Сейчас мы на Кульменевском пляже. Здесь, между крутыми обрывами, пологий спуск к реке и находится он прямо посреди села. В разгар лета здесь собирается большая часть деревенских жителей. Здесь же приютились лодки рыбаков, Сделанные из струганного теса, они просмолены и окрашены в разные цвета. Воткнувшись носами в мокрый песок, лодки раскачиваются в унисон с волнами. От реки веет, ни с чем несравнимым, запахом песка, воды, рыбы и настоем речной зелени…
Над речной рябью, сверкающей солнечными бликами, стоит неумолкающий гомон стрижей. Слышится плеск и шуршание волн. Это они, разбиваясь о борта лодок, крадутся по мокрому песку и гальке.
Сбросив одежду на прибрежный песок, мы входим в воду. Кто-то с разбега, рассекая телом упругий поток воды и обдавая окружающих фонтаном брызг, а кто-то осторожно, шаг за шагом погружаясь в прохладную воду. Накупавшись до посинения и «мурашек», выходим из воды и, стуча зубами, зарываемся в раскаленный песок. Здесь мы теряем ощущение времени, и только голод толкает нас снова в воду. Смываем с себя налипший песок, мочим платья и рубахи в реке и отправляемся домой. Солнце стоит еще высоко, теплый ветерок щекочет загорелые лица и тела. В мокрой прилипшей к телу одежде идем по пыльной дороге. Ближе к дому одежки высыхают. Позади осталась река и знакомые улицы.
Спокойно и размеренно протекало наше детство. Но бывали и курьезные случаи. Однажды на улице мы встретили чужого. Вообще-то он жил, наверное, на соседней улице нашего села, но для нас своими были только, те, кого мы знали в лицо. Этот человек шел от дома к дому, останавливался, рылся в белой сумке, что висела у него через плечо, что-то доставал оттуда, крепил это на угол дома, и, сделав дело, шел дальше Мы с опасением крались за ним чуть поодаль… Он оставлял на всех домах новые круглые таблички с надписями: ул. Равенства, 14, ул. Равенства, 16… Так на смену привычным названиям улиц- Слободка, Буфер, Заречка, пришли новые - ул. Ленина, ул. Равенства, ул. Советская, пер. Пионерский и др. Давно это было, но и сегодня старожилы Киреевска называют свои улицы по старинке…
Так и текла жизнь – лето сменялось осенью, осень – зимой.
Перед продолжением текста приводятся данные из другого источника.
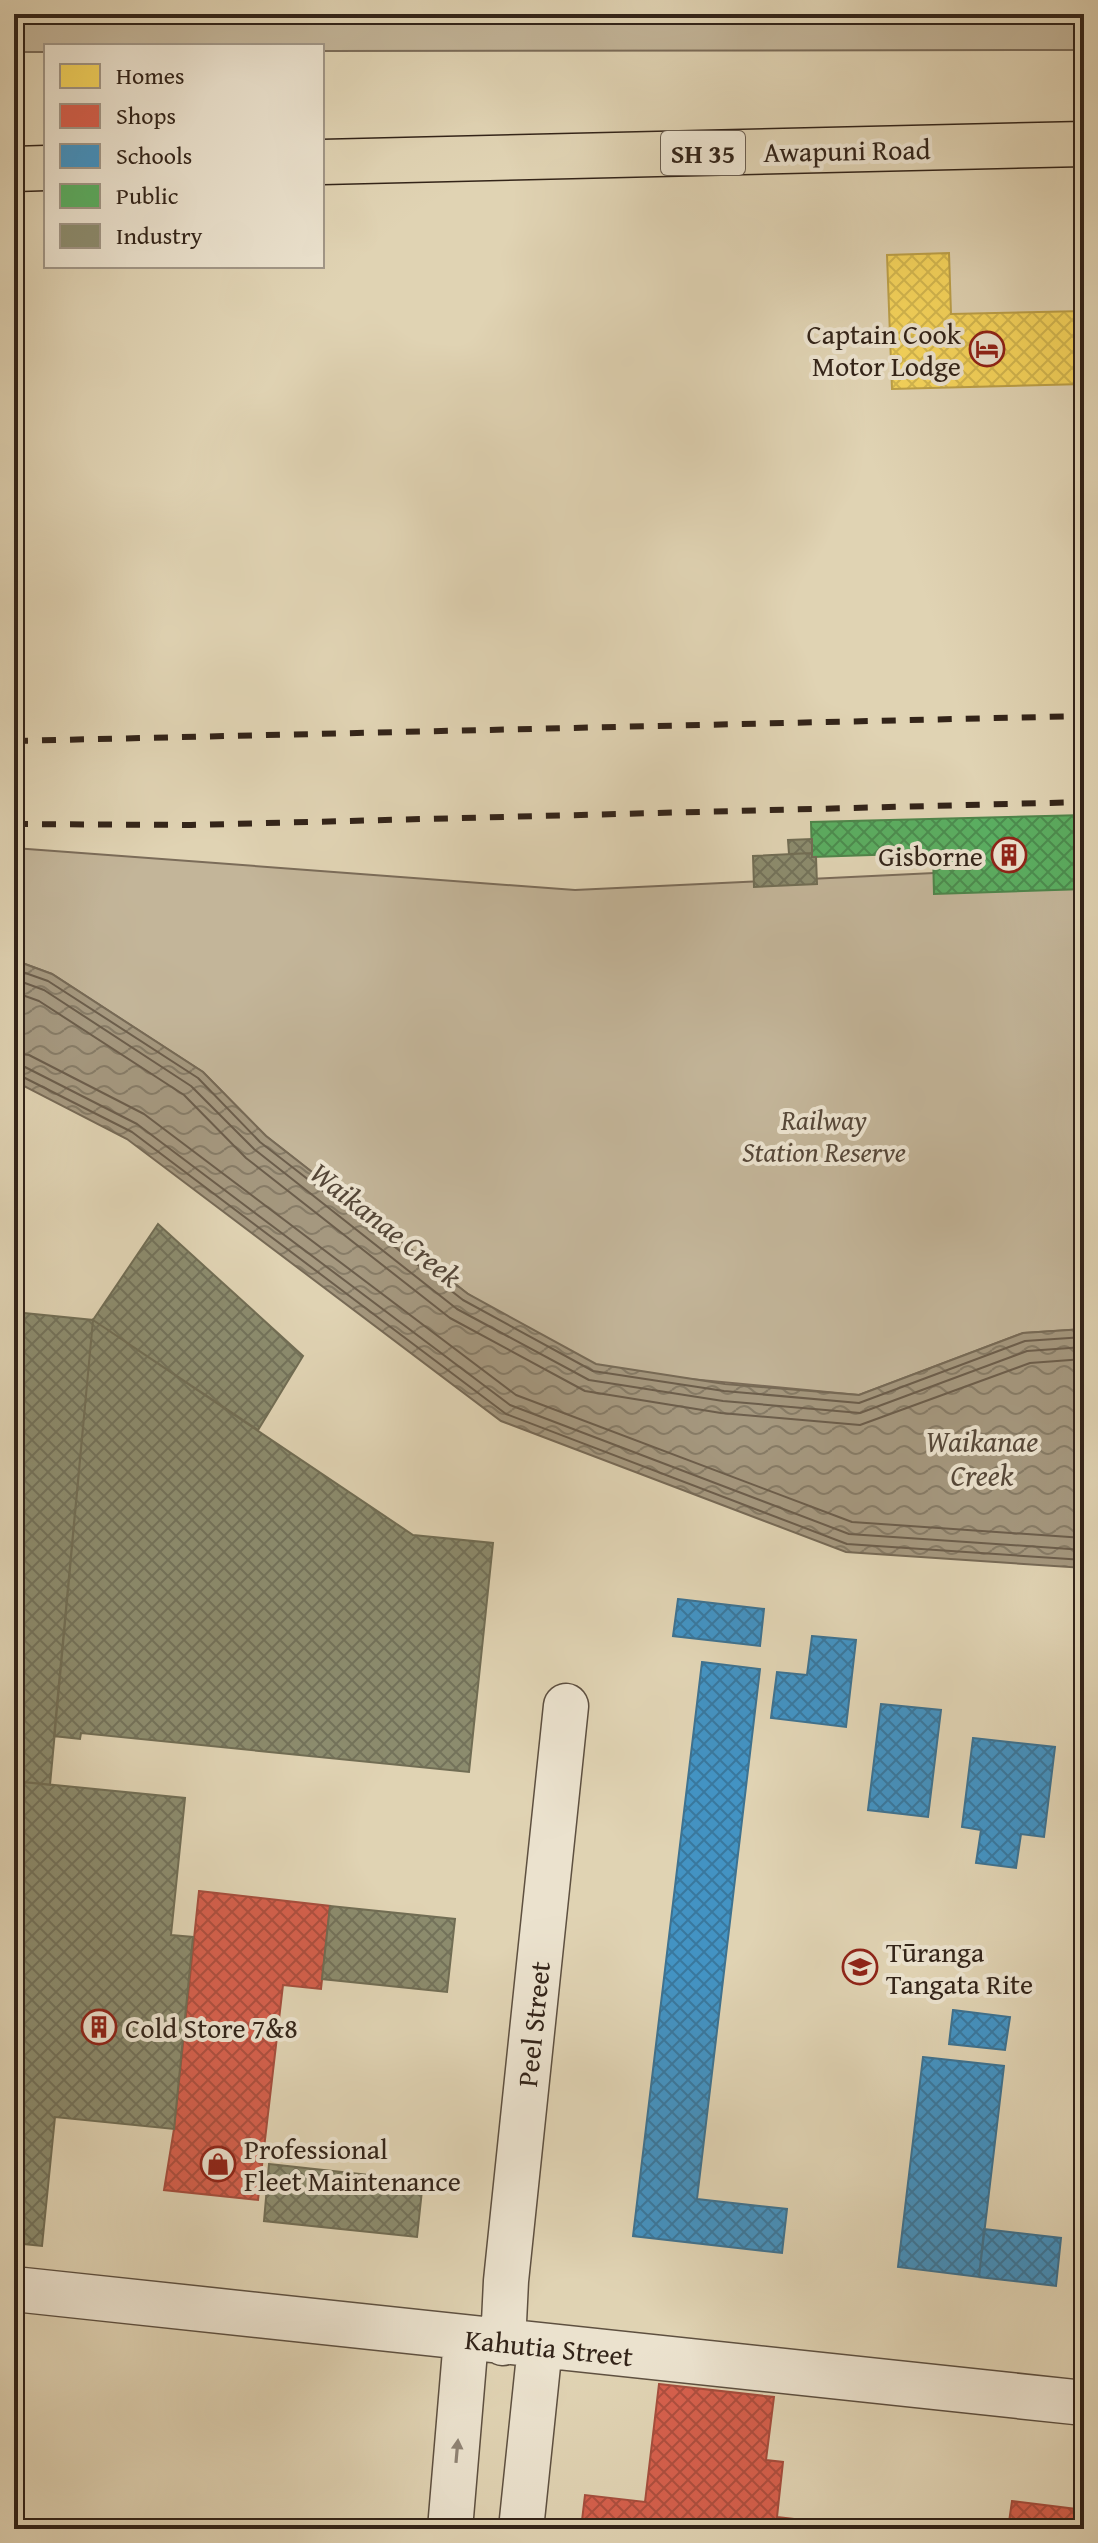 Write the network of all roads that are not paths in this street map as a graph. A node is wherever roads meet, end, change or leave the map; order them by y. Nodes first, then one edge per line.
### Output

Помню, зимы в семидесятых были очень суровыми. Часто стояли морозы ниже сорока. Отменялись занятия в школе, останавливался лесозавод. Потом на смену морозам приходили бураны и вьюги. Пурга заметала дороги и дома так, что все вокруг становилось белым-бело. В такие дни по небу ползли огромные серые тучи. Казалось, что все вокруг вымерло, и нет ничего кроме снега и неба. И это небо, нависшее тяжелыми тучами, вот-вот соединится с бескрайними снежными сугробами. Один из таких дней мне помнится отчетливо.
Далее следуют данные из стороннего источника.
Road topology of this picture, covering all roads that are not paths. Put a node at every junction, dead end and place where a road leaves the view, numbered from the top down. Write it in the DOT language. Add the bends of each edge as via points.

Одевшись в кроличью шубку, повязав на голову шерстяную шаль, в теплых , только что снятых с печи валенках и рукавичках, я выхожу на улицу – обычный зимний день. Я направляюсь поиграть к подружке. Она живет через четыре дома. Расстояние – рукой подать. Прохожу полпути, и вдруг рванул ветер, внезапно потемнело небо и все вокруг - не видно ни зги. Плотная белая взвесь из крупных мокрых хлопьев сдавливает меня в своих объятьях. Она, как пружина, сжимается и тут же с новой силой отталкивает назад. Мне трудно дышать... Не помня себя от страха, превозмогая снежную завесу, я пробираюсь в ворота своего дома и прячусь от этой чудовищной бури. Только тут я могу вздохнуть полной грудью и справиться со своим испугом.
Я снимаю заиндевевшую одежду, устраиваюсть на теплой печной завалинке и начинаю петь песни. Не все слова мне понятны, и я переделываю песни на свой лад и самозабвенно пою. Так согреваюсь, и меня одолевает дремота. Позевывая, перебираюсь на кровать и засыпаю. Мне снятся сладкие сны из прошлого, настоящего и, наверное, будущего…
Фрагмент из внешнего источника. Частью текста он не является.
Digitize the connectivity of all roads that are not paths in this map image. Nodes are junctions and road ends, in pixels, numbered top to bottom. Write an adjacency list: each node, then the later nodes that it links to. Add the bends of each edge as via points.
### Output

…Будят меня голоса и запах жареной картошки – мама готовит ужин. Здесь же отец и брат. Вчетвером садимся за стол в маленькой, по-деревенски обжитой кухне. После ужина каждый занимается своим делом: старший брат делает уроки, мать хлопочет по хозяйству, иногда заглядывая к нему в тетрадку. Отец начинает работать по своему ремеслу, а я беру карандаши и бумагу и начинаю рисовать свою семью. Особенно мне нравится наблюдать за отцом.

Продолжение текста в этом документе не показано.